_BRIEF_: Reproduce the whole listing, character for character.
=====
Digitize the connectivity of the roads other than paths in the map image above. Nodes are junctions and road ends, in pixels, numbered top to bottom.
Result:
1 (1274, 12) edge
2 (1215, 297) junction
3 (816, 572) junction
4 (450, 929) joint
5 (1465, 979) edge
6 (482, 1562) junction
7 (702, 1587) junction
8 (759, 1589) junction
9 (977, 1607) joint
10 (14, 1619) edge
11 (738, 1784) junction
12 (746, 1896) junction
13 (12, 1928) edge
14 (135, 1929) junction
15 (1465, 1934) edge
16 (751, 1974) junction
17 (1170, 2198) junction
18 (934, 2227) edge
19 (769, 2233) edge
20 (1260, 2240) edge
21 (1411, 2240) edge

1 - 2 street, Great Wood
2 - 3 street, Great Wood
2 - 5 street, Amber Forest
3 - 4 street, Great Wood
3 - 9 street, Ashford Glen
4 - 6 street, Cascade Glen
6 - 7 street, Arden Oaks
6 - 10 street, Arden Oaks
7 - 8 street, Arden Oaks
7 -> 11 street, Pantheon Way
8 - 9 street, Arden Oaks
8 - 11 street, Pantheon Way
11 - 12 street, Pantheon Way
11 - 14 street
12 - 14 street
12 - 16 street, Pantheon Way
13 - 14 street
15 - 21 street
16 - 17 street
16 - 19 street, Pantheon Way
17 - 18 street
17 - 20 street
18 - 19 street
=====
_THE COMPLETED TASK_:
Digitize the connectivity of the roads other than paths in the map image above. Nodes are junctions and road ends, in pixels, numbered top to bottom.
Result:
1 (1274, 12) edge
2 (1215, 297) junction
3 (816, 572) junction
4 (450, 929) joint
5 (1465, 979) edge
6 (482, 1562) junction
7 (702, 1587) junction
8 (759, 1589) junction
9 (977, 1607) joint
10 (14, 1619) edge
11 (738, 1784) junction
12 (746, 1896) junction
13 (12, 1928) edge
14 (135, 1929) junction
15 (1465, 1934) edge
16 (751, 1974) junction
17 (1170, 2198) junction
18 (934, 2227) edge
19 (769, 2233) edge
20 (1260, 2240) edge
21 (1411, 2240) edge

1 - 2 street, Great Wood
2 - 3 street, Great Wood
2 - 5 street, Amber Forest
3 - 4 street, Great Wood
3 - 9 street, Ashford Glen
4 - 6 street, Cascade Glen
6 - 7 street, Arden Oaks
6 - 10 street, Arden Oaks
7 - 8 street, Arden Oaks
7 -> 11 street, Pantheon Way
8 - 9 street, Arden Oaks
8 - 11 street, Pantheon Way
11 - 12 street, Pantheon Way
11 - 14 street
12 - 14 street
12 - 16 street, Pantheon Way
13 - 14 street
15 - 21 street
16 - 17 street
16 - 19 street, Pantheon Way
17 - 18 street
17 - 20 street
18 - 19 street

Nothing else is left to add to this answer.